Again, I have the feeling of shifting currents in my chest as I watch Hào’yáng cast his shift onto the riverbank and stride into the water. Azure Tide glimmers as if it were made of the river itself.
Hào’yáng bows his head as though in prayer.
Then Azure Tide arcs sharply through the air as he plunges it down. Two slashes: one to each forearm, unlocking a flow of bright-red blood. As it trickles into the river, the river reacts.
Currents swirl in a circle around him, forming a whirlpool as the entire river pulls toward him, churning faster and faster, until all of a sudden—
Hào’yáng goes under.
I swallow a shout.
I’m running before I can think, my blades at my sides and my heart slamming against my ribs. I’ve survived too much to take anything lightly; I’ve lost too many people I love. Fear is an emotion stitched into my bones.
“Hào’yáng!” I gasp, but the tides are too strong and I’m forced to stop at the river’s edge. “Hào’yáng!”
I scan the water for him, but they are frothy and it’s impossible to see anything.
“Hào’yáng!” I call again, and then I hear it.
A high-pitched giggle sounds from somewhere near.
That’s when I notice that the forest around us has grown eerily still.
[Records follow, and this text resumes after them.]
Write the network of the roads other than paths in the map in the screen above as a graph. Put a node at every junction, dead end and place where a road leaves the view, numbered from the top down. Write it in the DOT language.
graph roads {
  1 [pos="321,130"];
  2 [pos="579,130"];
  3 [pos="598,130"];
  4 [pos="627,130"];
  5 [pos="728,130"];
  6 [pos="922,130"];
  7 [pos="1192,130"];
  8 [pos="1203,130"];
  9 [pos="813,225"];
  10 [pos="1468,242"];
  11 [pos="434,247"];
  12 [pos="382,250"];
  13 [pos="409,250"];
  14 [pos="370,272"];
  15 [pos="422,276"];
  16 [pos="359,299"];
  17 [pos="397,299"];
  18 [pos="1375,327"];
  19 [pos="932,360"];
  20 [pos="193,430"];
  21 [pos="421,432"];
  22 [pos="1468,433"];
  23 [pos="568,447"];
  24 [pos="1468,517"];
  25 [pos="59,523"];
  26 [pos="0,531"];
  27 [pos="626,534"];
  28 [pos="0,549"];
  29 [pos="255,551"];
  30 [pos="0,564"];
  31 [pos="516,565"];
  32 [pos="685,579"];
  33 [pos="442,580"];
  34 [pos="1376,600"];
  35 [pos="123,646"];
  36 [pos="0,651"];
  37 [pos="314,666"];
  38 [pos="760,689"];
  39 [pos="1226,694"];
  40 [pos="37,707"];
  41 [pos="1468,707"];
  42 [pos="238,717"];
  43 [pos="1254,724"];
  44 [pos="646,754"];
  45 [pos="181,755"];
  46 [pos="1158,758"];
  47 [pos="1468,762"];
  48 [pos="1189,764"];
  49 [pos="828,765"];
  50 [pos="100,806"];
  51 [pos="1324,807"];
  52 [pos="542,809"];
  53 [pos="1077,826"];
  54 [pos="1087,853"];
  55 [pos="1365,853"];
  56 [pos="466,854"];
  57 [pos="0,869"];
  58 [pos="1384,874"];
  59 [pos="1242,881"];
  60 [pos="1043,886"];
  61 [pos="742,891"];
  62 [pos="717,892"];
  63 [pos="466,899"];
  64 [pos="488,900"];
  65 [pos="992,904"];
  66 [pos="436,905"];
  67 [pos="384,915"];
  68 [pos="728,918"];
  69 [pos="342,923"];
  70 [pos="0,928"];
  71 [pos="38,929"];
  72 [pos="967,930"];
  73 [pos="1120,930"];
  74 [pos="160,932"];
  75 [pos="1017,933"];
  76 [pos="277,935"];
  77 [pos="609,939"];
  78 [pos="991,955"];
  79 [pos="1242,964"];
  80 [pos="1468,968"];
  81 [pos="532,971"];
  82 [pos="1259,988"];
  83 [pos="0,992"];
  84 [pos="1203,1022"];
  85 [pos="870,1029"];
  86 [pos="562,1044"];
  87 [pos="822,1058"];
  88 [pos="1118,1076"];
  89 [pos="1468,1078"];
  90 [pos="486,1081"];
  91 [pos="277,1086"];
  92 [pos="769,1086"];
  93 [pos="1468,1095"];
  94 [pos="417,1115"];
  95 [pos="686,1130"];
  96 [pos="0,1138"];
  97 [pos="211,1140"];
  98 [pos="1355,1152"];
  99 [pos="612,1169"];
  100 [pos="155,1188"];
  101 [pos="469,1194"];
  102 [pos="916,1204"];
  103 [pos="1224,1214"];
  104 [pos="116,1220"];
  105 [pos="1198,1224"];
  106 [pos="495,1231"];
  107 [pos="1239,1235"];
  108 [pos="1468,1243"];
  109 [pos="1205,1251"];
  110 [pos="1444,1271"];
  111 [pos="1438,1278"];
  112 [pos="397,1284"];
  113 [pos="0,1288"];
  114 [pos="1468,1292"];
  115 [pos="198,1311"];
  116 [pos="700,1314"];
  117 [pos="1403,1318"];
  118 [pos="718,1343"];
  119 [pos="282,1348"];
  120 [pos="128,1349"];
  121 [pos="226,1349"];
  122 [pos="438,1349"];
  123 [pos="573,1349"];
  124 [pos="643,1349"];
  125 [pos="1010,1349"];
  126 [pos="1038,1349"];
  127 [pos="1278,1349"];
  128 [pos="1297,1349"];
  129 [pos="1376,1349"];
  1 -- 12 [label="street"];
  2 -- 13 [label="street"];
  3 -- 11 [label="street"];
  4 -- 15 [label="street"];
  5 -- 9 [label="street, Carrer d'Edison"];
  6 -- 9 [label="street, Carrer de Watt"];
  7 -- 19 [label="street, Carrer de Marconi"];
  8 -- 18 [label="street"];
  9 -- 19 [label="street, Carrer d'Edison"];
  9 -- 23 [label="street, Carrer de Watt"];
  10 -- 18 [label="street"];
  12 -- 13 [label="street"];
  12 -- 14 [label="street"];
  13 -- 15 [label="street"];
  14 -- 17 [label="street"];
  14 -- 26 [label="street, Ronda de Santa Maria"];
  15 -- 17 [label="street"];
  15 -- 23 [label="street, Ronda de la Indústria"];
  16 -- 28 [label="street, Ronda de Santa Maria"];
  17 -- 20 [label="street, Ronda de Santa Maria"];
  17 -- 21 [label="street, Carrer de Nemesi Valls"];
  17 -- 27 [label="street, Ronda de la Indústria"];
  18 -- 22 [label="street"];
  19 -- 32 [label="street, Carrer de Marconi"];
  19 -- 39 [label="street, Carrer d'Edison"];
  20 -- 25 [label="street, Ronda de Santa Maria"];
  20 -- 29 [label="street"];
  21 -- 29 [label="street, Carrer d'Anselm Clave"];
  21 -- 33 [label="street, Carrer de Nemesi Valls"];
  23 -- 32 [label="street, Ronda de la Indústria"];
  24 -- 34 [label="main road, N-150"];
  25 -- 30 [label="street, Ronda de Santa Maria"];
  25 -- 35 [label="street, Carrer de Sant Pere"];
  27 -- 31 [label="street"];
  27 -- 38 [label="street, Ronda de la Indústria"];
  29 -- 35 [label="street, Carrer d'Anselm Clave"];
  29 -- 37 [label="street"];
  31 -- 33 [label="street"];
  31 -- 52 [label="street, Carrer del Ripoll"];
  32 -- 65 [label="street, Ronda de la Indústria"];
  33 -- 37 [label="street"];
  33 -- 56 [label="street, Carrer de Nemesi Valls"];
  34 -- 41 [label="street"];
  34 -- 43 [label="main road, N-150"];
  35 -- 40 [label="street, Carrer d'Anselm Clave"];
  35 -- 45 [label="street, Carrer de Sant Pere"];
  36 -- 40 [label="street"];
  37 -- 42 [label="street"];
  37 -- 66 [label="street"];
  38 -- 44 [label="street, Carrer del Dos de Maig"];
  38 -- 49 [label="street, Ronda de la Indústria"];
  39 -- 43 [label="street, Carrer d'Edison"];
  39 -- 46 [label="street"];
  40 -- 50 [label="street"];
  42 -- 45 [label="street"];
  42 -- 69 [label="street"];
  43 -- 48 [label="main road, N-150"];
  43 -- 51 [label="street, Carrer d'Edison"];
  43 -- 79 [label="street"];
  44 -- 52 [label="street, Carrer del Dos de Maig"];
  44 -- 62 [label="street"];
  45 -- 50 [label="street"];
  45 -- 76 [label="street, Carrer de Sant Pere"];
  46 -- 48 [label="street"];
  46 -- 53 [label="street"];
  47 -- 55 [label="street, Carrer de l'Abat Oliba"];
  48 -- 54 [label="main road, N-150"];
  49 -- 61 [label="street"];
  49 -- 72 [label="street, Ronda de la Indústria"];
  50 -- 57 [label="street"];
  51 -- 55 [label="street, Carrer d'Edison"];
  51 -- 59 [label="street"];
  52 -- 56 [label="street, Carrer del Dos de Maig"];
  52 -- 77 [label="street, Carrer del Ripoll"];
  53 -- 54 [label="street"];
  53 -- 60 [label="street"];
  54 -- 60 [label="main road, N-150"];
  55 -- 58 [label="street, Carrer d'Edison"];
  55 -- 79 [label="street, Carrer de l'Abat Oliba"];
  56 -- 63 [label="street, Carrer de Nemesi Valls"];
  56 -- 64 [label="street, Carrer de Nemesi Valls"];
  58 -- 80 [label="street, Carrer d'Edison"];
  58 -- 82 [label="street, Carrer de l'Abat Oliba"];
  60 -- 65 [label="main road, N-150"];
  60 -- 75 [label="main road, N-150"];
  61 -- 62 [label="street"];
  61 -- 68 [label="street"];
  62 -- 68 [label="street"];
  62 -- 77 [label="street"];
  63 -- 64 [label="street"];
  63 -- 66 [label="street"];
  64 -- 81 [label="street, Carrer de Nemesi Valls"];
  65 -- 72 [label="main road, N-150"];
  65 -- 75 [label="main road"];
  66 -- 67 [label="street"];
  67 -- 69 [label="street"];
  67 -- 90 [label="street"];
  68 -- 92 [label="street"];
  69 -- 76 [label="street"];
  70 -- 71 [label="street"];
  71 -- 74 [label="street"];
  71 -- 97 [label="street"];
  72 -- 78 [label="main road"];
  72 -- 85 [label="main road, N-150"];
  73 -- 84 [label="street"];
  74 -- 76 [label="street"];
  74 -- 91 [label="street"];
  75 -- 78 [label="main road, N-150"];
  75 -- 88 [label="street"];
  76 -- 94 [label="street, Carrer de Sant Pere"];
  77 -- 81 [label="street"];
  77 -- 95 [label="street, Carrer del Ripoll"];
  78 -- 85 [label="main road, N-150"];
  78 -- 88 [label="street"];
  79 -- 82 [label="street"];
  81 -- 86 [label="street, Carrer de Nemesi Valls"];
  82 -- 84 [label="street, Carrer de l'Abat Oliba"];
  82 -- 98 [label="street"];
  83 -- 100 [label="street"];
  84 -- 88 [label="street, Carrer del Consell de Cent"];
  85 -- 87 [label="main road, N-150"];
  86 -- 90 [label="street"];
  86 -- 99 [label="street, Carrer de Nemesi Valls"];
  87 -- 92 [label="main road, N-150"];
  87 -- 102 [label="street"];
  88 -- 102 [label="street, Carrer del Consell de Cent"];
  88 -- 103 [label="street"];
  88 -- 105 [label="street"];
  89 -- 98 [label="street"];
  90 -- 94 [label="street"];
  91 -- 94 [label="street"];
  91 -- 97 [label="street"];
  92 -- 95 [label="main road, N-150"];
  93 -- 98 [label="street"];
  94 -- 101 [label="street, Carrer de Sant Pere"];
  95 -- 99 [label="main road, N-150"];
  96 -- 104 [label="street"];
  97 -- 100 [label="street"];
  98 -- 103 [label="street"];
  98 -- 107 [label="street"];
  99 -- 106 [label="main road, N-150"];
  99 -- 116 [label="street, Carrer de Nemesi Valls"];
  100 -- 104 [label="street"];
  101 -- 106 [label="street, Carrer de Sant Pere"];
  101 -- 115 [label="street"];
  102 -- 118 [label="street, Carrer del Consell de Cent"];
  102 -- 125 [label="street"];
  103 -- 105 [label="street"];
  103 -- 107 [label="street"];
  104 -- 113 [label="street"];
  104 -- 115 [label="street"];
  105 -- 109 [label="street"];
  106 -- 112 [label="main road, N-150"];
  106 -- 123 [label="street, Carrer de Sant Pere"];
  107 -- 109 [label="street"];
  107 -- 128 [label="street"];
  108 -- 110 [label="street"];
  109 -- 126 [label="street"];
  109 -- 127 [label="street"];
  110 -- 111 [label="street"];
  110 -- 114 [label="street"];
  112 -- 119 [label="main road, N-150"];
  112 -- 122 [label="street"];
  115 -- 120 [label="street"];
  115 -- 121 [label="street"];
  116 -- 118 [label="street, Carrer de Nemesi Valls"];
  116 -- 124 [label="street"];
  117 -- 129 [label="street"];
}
A shadow shifts between the trees as a lovely, singsong voice drifts toward me.
“O princeling, young princeling…”
The sun vanishes behind clouds, and I raise my crescent blades to greet the mó approaching through the pines.
—
It’s a female. I’m struck by how much she resembles a fairy from mortal paintings, all billowing silks and black hair and porcelain skin, and she’s holding a lyre. The only thing that gives her away as a demon is her eerie stillness as she watches me—and the purple horn protruding from her forehead.
A demon who can no longer hold the camouflage of her mortal appearance is weakened—starving, perhaps—and reliant upon the strength of her dark magic.
“O sweetling, O sweetling,”the mó sings softly, strumming her lyre.
She pauses and breaks into a sudden smile. The muscles of her face are out of sync: One eye falls shut, and only half her mouth lifts while the other half sags, like a broken puppet. “I smell blood.”
I don’t dare to move from the river where Hào’yáng remains underwater. I cock my head at the mó. “Come closer and I can give you a taste,” I say.
The mó stares at me, still attempting that gruesome half smile. But for the wind stirring her clothes and her hair, she might have been carved of stone. Then, slowly, she tilts her head.
“Blood, bright and sweet as nectar, O, imbued with a drop of…the other.”
Her song lyrics send a shiver through me.